▸ **Task brief**
Provide only the number of lines below that hold "connectivity".

Entries taken from a collection
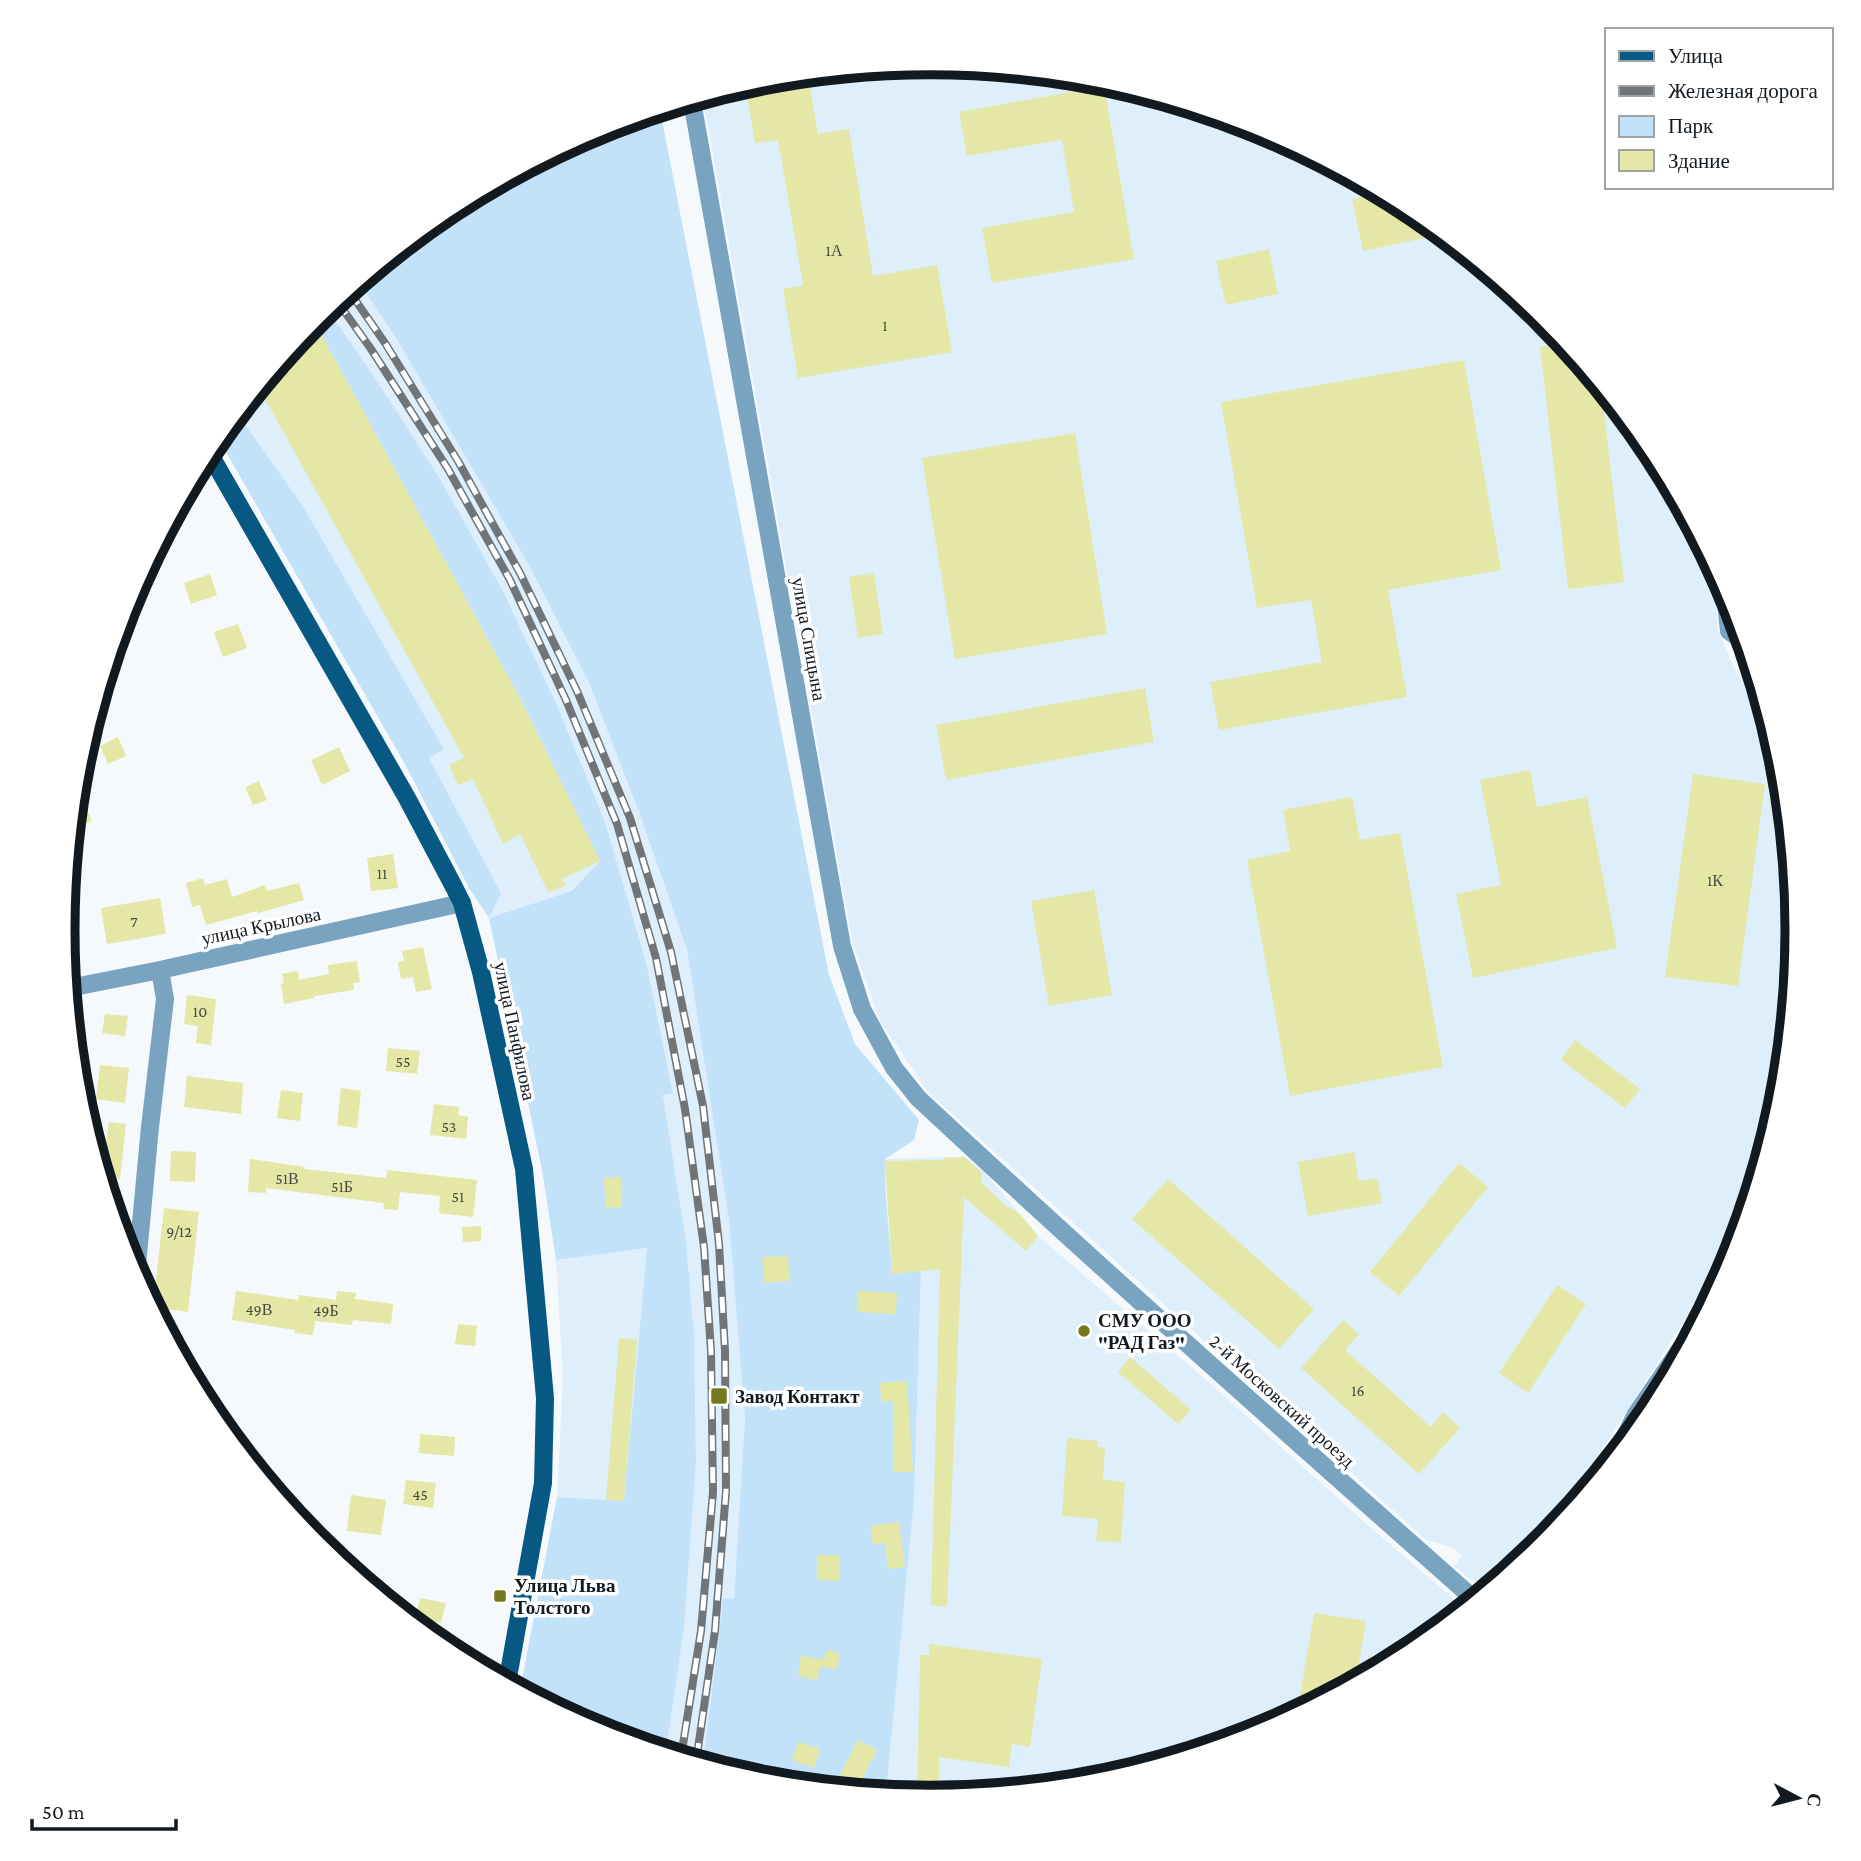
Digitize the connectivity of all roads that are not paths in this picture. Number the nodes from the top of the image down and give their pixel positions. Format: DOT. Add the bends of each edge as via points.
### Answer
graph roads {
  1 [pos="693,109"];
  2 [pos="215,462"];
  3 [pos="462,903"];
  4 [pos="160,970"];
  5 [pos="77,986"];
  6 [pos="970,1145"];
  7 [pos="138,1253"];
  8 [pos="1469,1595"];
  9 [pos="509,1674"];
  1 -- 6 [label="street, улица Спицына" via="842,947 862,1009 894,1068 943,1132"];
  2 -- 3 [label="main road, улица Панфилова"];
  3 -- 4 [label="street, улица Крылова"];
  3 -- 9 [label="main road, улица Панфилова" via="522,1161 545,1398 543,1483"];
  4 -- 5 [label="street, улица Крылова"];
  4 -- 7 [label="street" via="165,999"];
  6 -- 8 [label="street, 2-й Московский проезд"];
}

--

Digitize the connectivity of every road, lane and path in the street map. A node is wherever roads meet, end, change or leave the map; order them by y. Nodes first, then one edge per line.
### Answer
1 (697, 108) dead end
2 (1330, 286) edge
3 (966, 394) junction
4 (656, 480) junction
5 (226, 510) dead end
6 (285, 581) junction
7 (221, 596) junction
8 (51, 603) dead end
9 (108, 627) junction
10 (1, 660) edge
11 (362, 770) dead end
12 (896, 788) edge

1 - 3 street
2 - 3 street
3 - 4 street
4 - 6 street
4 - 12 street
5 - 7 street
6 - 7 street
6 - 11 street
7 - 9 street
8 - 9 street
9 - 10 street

▸ **The completed task**
2